Kaseya (Insight Partners, majority ownership) and Proofpoint (Thoma Bravo) are backed by private equity firms. Proofpoint was public until 2021, when it was taken private for $12.3 billion, the fourth largest acquisition ever in cybersecurity. Kaseya's future has a few more questions, but, well...they have a basketball arena named after them now.
Wiz stands alone as the only private cybersecurity company in history to be valued at over $10 billion. They're #19 on the Forbes Cloud 100, the fastest software company to ever reach $100 million in revenue, and ...you've heard the rest. One of the best articles of the past year sums it up nicely: Nobody Beats Wiz.
If you had to bet everything you own on picking which cybersecurity company is going to have a successful IPO, Wiz is it.
Sober, but good
Sobering was totally the right word for this tour through our industry. I feel surprisingly good about it, though. It's a lot like Dry January.
The first week is a downer. That's exactly how it feels for the 79 companies in the no man's land of $1 billion valuations.
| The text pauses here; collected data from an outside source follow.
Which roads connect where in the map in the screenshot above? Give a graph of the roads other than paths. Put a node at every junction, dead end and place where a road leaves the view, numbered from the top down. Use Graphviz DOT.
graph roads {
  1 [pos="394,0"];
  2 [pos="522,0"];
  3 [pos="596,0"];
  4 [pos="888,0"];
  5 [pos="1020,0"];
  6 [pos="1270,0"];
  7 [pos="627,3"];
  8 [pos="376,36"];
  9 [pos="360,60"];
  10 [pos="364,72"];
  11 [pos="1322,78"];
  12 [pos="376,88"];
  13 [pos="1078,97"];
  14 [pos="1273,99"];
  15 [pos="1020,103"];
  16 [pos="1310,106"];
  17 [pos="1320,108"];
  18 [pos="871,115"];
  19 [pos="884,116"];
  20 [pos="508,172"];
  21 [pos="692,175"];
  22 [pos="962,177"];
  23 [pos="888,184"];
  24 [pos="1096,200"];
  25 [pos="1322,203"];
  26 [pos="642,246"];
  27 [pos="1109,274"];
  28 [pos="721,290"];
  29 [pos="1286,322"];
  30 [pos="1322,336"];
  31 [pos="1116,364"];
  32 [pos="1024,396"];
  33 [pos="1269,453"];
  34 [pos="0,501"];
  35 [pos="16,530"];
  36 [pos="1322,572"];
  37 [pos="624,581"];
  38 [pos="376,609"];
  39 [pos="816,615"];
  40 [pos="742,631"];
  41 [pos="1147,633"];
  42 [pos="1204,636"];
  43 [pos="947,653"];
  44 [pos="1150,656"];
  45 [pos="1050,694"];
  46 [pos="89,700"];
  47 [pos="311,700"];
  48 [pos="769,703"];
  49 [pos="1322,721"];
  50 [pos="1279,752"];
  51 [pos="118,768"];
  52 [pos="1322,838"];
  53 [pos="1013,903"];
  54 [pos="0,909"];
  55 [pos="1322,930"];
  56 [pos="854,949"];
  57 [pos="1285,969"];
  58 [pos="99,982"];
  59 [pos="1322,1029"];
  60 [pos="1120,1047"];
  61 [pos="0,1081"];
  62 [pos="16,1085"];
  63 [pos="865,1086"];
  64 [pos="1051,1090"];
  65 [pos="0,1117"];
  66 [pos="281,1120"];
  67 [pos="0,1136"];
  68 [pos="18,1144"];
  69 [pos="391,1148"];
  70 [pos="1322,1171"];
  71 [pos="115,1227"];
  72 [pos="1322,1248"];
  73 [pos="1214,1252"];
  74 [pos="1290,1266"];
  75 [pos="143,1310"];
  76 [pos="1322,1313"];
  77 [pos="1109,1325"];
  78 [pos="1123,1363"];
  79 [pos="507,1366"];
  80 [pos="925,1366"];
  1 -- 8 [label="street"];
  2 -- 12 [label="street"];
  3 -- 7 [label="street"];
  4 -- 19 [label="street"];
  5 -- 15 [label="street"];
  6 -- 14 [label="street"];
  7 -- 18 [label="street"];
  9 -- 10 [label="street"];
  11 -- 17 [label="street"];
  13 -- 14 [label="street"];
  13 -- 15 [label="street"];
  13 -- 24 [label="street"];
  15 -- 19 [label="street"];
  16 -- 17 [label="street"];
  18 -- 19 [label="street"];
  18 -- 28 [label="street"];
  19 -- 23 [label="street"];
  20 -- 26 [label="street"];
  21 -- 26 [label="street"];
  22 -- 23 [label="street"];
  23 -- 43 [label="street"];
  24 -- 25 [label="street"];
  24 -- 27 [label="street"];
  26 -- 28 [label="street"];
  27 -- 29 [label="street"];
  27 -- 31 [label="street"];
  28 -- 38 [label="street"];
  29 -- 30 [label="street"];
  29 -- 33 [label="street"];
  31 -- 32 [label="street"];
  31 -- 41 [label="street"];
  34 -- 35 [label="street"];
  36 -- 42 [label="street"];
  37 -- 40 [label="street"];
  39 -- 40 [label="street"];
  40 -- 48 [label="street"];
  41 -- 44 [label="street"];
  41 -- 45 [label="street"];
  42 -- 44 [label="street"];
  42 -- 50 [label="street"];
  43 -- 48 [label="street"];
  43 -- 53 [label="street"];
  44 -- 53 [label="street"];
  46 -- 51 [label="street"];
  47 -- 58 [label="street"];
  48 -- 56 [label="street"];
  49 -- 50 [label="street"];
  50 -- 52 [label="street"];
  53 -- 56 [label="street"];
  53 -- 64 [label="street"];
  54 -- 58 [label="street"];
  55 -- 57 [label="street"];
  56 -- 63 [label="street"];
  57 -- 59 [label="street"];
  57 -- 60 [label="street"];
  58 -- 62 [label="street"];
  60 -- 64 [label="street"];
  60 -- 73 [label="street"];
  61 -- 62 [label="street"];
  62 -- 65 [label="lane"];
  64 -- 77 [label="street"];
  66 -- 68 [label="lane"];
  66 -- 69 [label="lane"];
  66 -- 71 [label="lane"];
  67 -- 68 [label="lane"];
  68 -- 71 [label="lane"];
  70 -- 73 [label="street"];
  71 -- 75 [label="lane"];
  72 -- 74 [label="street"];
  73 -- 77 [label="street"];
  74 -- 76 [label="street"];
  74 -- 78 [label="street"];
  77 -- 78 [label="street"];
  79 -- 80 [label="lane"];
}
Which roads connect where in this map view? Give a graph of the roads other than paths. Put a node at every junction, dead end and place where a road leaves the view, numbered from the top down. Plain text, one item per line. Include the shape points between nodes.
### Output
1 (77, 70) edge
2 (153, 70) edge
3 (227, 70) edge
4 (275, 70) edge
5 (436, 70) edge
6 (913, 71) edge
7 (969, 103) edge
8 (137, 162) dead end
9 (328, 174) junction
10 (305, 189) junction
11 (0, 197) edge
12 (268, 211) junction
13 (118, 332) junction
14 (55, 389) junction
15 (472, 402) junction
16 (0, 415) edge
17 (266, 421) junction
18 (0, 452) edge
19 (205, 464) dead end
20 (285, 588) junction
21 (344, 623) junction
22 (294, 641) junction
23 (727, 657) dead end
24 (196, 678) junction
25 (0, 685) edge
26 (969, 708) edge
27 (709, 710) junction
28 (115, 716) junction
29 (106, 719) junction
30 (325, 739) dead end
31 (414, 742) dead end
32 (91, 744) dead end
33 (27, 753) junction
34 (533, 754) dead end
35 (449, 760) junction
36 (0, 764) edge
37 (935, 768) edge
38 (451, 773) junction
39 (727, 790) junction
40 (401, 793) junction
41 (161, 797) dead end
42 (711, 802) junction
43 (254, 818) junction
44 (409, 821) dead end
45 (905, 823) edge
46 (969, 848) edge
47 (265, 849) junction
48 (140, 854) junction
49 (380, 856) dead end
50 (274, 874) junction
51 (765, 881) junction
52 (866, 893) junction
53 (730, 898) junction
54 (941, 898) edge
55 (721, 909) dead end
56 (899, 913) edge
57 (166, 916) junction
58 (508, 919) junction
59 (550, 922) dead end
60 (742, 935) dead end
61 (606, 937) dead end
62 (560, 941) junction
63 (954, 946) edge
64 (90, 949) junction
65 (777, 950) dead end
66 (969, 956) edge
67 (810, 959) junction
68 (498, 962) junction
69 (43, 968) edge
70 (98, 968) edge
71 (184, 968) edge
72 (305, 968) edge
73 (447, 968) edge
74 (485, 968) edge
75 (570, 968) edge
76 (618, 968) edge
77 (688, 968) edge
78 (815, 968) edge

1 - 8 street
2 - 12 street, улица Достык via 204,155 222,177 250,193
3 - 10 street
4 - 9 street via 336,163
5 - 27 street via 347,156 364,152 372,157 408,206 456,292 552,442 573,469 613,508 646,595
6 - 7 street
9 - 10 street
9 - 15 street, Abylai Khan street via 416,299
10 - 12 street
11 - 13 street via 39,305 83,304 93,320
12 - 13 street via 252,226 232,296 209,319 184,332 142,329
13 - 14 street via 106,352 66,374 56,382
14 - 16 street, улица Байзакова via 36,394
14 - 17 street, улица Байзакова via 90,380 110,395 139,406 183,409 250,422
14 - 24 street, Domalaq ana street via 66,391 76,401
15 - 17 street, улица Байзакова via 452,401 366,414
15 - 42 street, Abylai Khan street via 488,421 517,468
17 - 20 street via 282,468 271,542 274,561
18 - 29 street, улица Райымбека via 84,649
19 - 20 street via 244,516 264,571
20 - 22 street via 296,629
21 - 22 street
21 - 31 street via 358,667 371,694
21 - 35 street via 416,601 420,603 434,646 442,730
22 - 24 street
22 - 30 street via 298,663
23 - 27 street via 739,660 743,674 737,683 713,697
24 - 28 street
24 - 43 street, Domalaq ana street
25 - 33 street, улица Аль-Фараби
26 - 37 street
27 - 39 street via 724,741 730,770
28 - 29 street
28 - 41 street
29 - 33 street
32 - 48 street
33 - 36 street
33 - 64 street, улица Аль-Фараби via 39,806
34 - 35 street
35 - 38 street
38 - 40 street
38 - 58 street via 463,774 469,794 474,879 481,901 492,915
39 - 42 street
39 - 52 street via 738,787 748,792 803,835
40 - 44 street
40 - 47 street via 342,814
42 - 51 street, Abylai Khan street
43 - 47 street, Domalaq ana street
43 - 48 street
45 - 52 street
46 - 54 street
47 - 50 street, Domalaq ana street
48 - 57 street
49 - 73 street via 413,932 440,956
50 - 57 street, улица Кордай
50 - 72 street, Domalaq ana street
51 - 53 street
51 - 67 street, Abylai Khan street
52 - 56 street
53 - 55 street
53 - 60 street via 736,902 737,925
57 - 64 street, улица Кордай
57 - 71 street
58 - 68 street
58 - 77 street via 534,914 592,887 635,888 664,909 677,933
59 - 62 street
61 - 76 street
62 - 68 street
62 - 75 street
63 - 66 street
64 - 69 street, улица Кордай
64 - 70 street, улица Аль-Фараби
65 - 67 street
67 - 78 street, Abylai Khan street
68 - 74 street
The second week is when you start feeling better. The companies in the $3 billion range should be feeling a lot better than a lot of the unicorns.
The third week is when you feel like you've got this. "You've got this" is exactly what I'd say to our $5 billion companies. Most of them are going to have good exits.
The last week is when you feel superhuman. Our $10 billion companies are unstoppable.
Cybersecurity has around 30 public companies today. You don't have to squint much to see 20 or 30 more public companies a decade from now.
Whatever the number ends up being, it will feel a lot more meaningful when we can look back and say 2024 was the year that made companies in our industry great.
Now, let's pop a bottle of NA Moscato, raise a toast to everyone who's still in the game, and get back to building.
Footnotes
¹Yes, I'm doing Dry January too.
²Ping Identity and ForgeRock have over $500 million revenue combined (now under Ping Identity). Both companies were under $500 million individually before the merger.